* **WORK REQUIRED**: All lines from the one that mentions "Road topology of the map, covering" through the last of the entries below must be copied exactly, with both ends kept.

----- RECORDS FOR THIS TASK -----

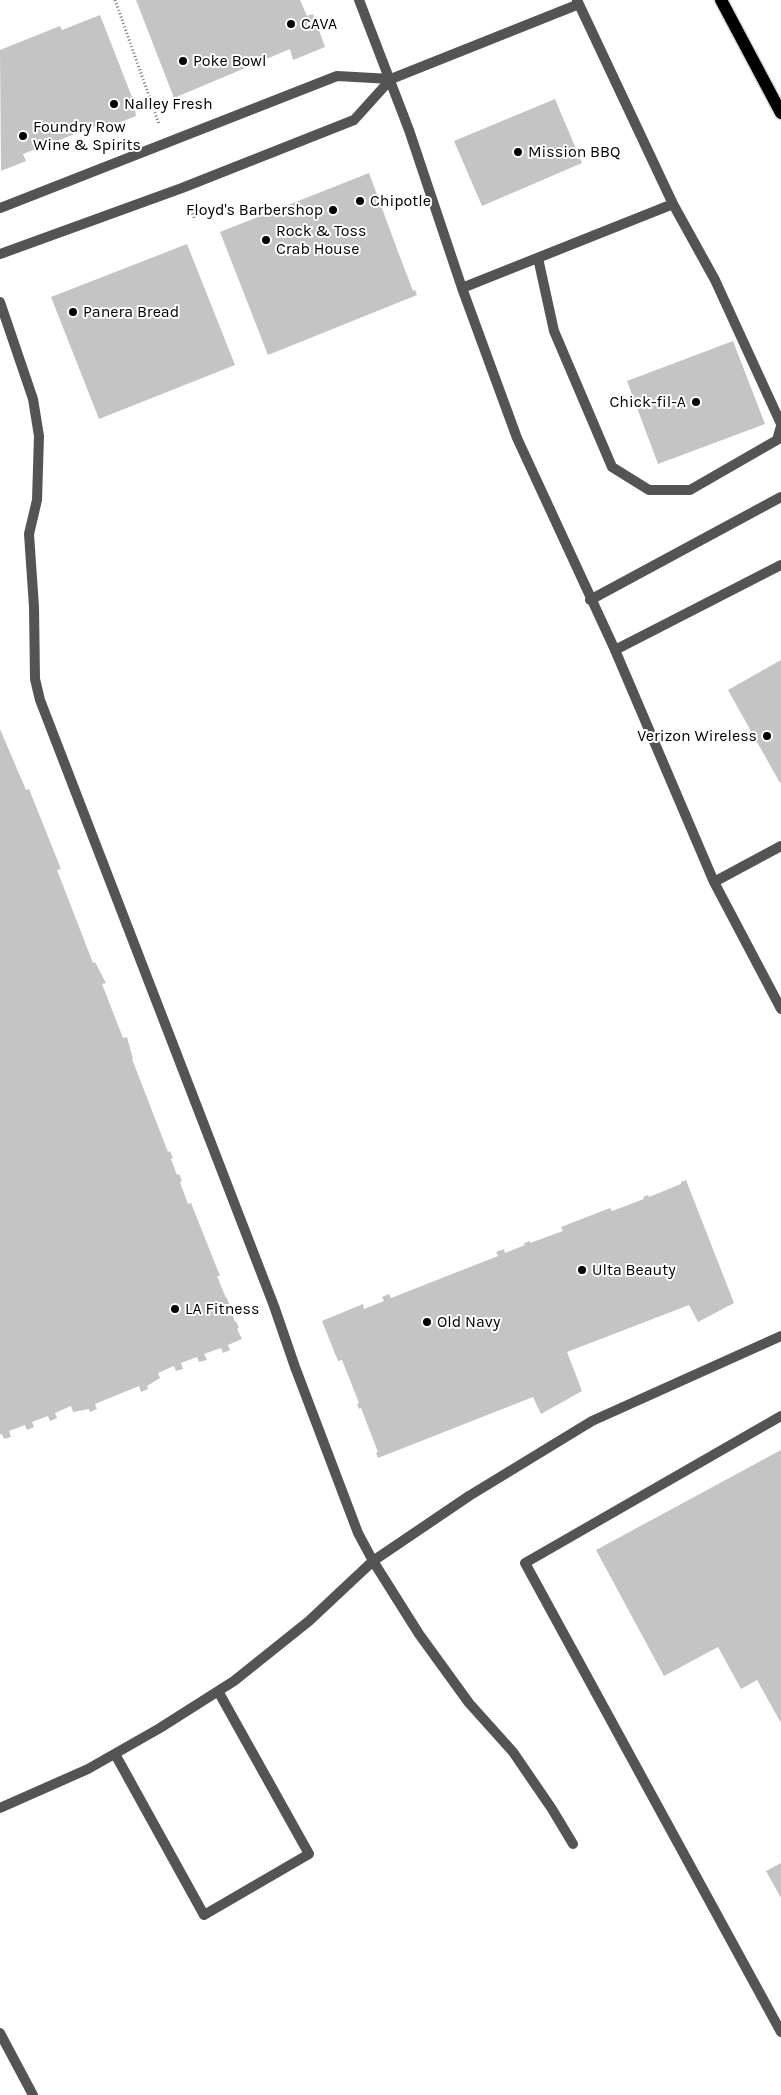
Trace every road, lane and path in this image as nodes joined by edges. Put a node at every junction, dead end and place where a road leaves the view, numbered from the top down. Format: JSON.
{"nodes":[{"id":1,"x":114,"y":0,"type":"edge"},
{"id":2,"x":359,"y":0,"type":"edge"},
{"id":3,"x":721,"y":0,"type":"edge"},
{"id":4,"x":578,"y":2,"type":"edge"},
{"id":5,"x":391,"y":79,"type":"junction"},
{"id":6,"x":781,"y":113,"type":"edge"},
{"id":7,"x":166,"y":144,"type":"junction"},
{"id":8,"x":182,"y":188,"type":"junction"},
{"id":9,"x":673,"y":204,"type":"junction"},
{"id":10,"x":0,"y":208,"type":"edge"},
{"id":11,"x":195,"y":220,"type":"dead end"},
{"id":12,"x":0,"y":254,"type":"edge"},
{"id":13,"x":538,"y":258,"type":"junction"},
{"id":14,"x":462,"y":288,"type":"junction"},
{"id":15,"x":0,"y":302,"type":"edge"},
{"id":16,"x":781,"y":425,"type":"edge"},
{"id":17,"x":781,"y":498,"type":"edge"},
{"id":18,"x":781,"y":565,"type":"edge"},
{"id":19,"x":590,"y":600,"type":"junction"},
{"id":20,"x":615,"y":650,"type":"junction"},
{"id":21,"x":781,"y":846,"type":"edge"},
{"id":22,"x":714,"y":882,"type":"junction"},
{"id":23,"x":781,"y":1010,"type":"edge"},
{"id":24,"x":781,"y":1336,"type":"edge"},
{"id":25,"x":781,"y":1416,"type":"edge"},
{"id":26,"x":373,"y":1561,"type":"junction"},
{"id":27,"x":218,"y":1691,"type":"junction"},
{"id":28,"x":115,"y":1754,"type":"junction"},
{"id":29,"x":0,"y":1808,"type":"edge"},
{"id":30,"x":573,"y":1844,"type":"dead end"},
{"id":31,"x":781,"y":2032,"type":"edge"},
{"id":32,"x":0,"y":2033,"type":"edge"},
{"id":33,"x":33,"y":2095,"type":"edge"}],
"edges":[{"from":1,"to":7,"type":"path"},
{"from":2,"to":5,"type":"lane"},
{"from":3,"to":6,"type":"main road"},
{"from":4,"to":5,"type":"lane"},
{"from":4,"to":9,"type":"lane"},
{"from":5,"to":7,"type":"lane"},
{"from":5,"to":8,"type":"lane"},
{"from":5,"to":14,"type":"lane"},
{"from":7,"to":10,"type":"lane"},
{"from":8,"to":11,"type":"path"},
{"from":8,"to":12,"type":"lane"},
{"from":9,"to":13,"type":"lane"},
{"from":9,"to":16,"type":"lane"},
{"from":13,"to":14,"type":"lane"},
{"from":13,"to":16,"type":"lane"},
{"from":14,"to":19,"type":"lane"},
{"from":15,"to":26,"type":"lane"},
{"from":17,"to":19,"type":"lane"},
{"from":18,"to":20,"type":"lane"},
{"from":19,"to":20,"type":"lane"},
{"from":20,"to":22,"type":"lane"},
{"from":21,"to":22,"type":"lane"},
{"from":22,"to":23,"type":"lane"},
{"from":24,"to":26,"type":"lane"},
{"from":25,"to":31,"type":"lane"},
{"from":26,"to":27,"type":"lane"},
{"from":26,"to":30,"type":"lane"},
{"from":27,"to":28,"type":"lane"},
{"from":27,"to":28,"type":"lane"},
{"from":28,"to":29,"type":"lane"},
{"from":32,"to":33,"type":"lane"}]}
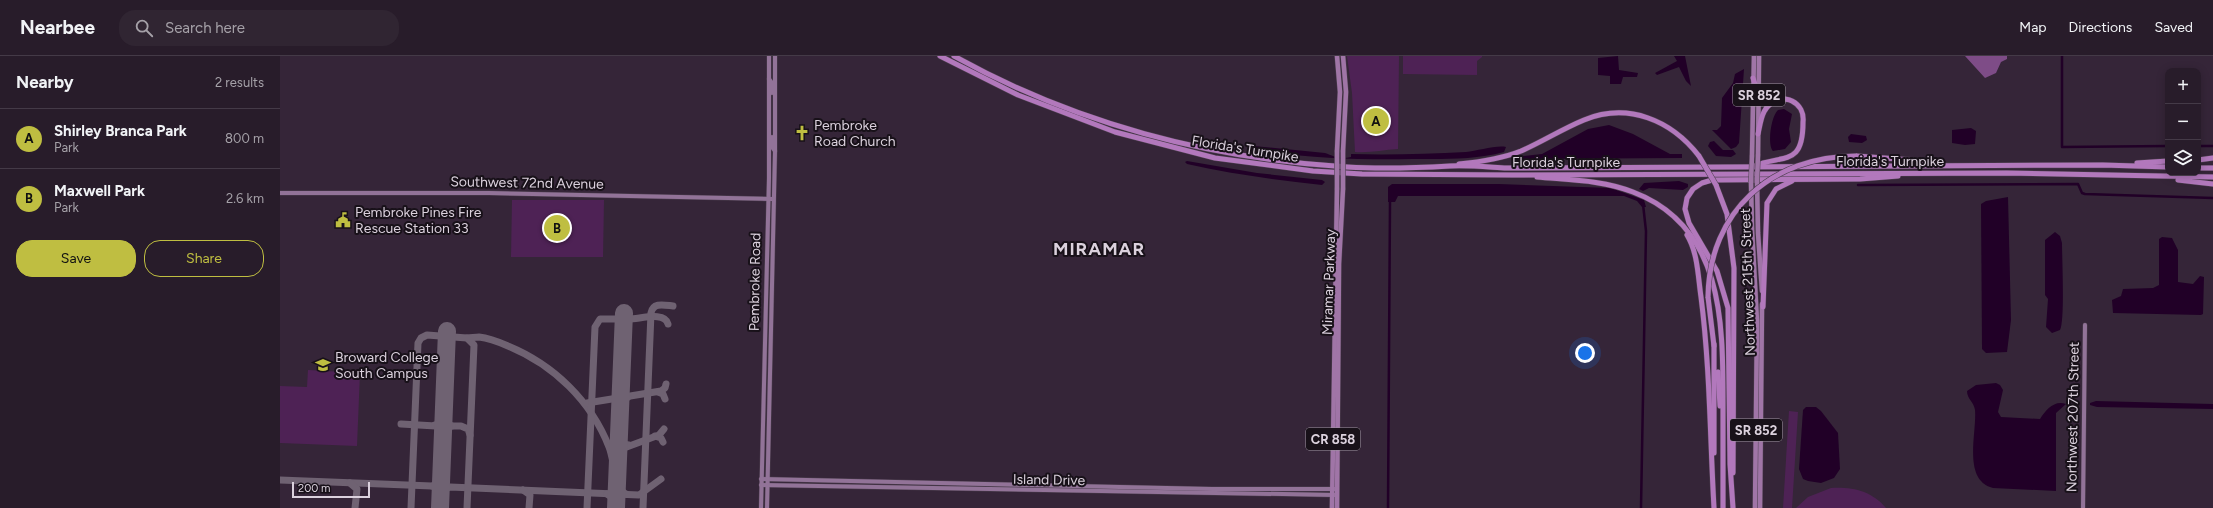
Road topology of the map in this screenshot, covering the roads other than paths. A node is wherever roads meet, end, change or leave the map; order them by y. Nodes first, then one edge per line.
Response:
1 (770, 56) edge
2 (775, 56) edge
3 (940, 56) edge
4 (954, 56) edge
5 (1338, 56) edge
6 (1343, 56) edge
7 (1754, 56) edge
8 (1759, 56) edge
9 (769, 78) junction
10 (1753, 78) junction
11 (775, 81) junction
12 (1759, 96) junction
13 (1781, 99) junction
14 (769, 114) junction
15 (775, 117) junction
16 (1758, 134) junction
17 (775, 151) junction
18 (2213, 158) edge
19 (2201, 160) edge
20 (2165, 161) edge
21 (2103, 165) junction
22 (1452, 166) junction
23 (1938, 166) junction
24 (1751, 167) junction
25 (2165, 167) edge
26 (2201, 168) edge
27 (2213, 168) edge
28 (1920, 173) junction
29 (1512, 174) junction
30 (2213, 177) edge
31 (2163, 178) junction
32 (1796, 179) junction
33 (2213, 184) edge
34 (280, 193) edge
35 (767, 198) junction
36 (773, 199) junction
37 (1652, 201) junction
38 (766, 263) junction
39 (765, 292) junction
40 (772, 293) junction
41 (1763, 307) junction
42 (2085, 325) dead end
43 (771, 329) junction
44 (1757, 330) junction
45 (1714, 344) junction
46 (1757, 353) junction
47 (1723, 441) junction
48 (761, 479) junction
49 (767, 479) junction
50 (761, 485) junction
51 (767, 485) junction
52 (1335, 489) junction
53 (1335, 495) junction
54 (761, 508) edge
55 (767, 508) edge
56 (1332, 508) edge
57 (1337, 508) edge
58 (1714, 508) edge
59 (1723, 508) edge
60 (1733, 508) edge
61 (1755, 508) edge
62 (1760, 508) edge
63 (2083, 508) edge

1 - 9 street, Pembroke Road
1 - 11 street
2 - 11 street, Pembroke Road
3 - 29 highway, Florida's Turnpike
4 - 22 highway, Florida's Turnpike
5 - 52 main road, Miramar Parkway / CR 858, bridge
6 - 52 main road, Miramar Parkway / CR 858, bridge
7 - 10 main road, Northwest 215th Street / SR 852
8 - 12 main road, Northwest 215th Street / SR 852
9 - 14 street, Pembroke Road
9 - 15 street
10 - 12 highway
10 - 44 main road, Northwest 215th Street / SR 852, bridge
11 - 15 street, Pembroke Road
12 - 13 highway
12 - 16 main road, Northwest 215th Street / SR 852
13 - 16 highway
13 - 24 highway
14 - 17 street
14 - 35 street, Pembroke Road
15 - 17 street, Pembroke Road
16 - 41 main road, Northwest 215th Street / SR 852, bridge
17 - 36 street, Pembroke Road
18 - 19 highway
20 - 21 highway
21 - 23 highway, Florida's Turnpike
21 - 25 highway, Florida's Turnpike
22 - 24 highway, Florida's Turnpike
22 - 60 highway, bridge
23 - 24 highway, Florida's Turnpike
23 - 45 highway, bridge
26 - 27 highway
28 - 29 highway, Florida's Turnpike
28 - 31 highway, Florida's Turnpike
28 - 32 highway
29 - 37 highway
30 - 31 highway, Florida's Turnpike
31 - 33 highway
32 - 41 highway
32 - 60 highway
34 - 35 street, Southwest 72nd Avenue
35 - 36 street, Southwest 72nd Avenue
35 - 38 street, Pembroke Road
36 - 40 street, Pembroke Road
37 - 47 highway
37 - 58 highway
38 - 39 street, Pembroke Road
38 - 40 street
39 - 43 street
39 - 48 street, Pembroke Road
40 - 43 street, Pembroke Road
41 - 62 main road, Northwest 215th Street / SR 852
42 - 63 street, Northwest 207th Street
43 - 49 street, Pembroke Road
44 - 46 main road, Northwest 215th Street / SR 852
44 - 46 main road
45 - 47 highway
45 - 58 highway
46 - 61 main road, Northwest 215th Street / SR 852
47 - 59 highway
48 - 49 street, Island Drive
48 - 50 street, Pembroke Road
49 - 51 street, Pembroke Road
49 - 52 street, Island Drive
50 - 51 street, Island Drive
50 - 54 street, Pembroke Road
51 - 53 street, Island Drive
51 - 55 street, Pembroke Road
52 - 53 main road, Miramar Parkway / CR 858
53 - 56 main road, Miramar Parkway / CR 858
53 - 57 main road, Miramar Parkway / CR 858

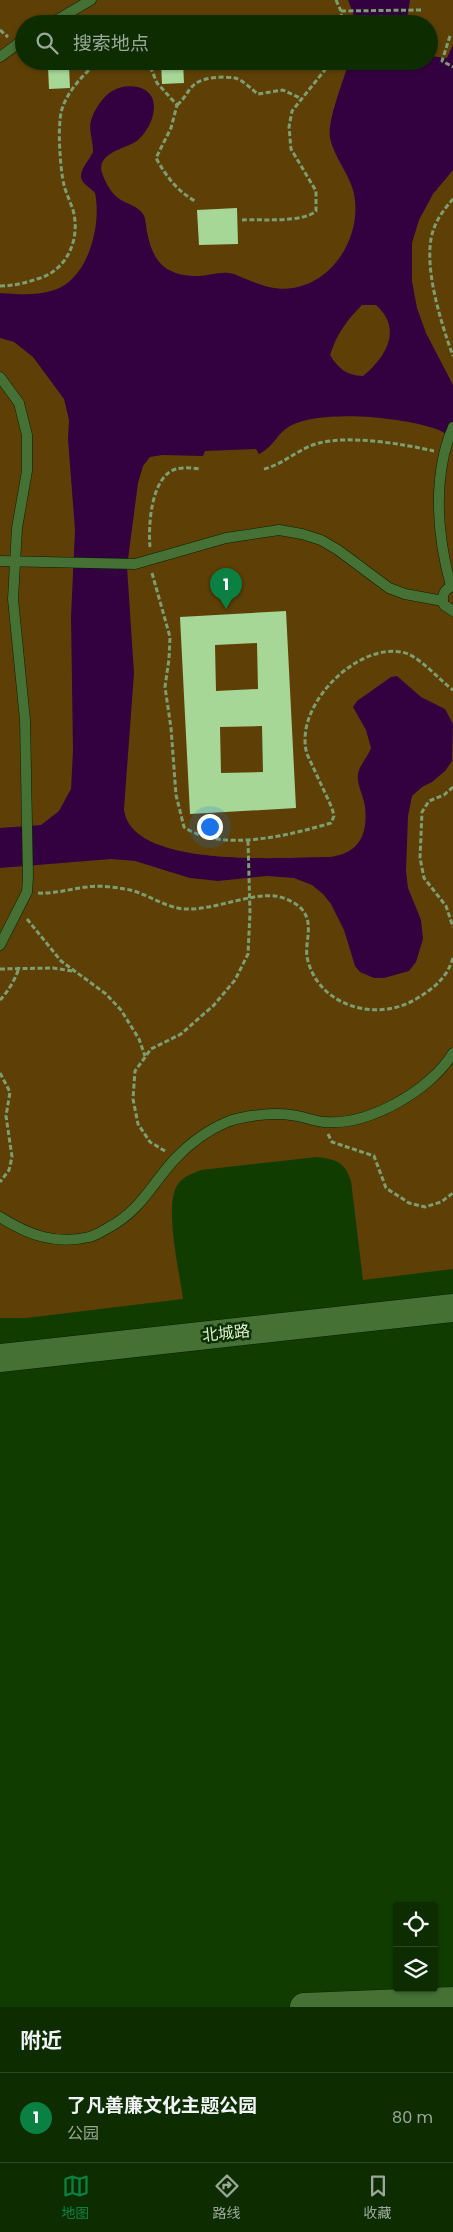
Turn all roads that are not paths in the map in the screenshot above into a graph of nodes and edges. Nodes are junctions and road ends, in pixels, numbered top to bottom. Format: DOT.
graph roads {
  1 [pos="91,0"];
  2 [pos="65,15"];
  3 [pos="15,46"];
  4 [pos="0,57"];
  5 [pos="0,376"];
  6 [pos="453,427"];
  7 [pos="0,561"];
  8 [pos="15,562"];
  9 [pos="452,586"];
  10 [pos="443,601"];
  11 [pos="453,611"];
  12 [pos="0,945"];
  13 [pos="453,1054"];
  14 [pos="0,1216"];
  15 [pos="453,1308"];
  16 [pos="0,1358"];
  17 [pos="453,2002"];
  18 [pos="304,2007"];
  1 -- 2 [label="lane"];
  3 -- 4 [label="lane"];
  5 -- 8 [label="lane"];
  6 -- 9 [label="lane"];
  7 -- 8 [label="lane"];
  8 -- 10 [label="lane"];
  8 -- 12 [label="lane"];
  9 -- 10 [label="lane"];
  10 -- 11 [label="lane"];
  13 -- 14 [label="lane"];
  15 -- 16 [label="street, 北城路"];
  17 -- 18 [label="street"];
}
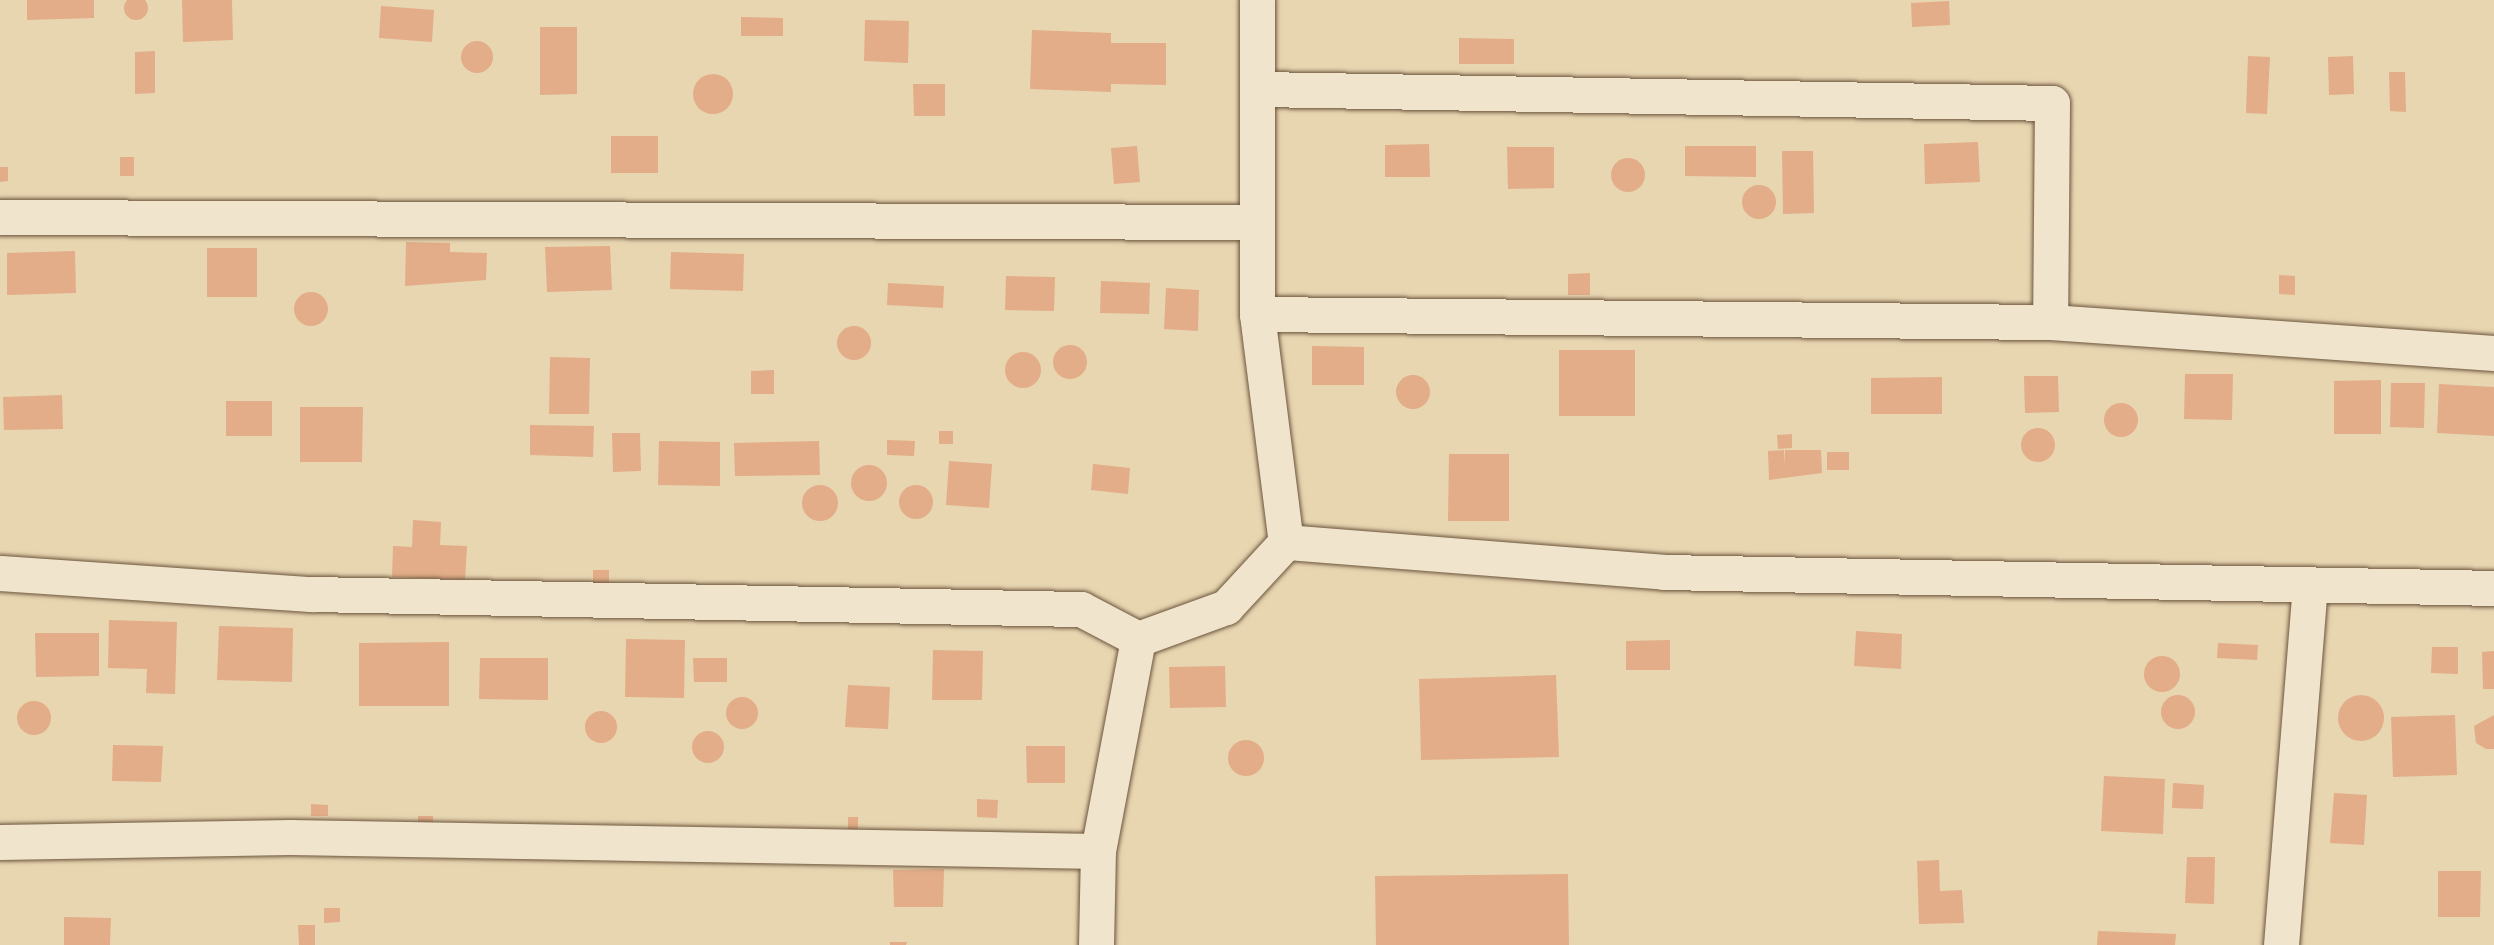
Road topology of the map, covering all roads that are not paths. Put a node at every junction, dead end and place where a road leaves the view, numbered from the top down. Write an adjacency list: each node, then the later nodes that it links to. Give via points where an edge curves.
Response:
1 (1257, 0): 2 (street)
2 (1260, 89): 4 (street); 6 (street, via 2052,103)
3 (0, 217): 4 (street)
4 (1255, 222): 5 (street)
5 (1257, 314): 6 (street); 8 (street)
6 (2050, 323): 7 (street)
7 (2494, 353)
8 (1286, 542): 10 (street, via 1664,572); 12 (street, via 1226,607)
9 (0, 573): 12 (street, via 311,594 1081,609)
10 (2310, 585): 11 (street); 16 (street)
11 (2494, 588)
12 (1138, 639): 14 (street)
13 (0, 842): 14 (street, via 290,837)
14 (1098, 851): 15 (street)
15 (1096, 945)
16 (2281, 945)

-----

* **RESULT FOR THIS EXERCISE**:
Road topology of the map, covering all roads that are not paths. Put a node at every junction, dead end and place where a road leaves the view, numbered from the top down. Write an adjacency list: each node, then the later nodes that it links to. Give via points where an edge curves.
Response:
1 (1257, 0): 2 (street)
2 (1260, 89): 4 (street); 6 (street, via 2052,103)
3 (0, 217): 4 (street)
4 (1255, 222): 5 (street)
5 (1257, 314): 6 (street); 8 (street)
6 (2050, 323): 7 (street)
7 (2494, 353)
8 (1286, 542): 10 (street, via 1664,572); 12 (street, via 1226,607)
9 (0, 573): 12 (street, via 311,594 1081,609)
10 (2310, 585): 11 (street); 16 (street)
11 (2494, 588)
12 (1138, 639): 14 (street)
13 (0, 842): 14 (street, via 290,837)
14 (1098, 851): 15 (street)
15 (1096, 945)
16 (2281, 945)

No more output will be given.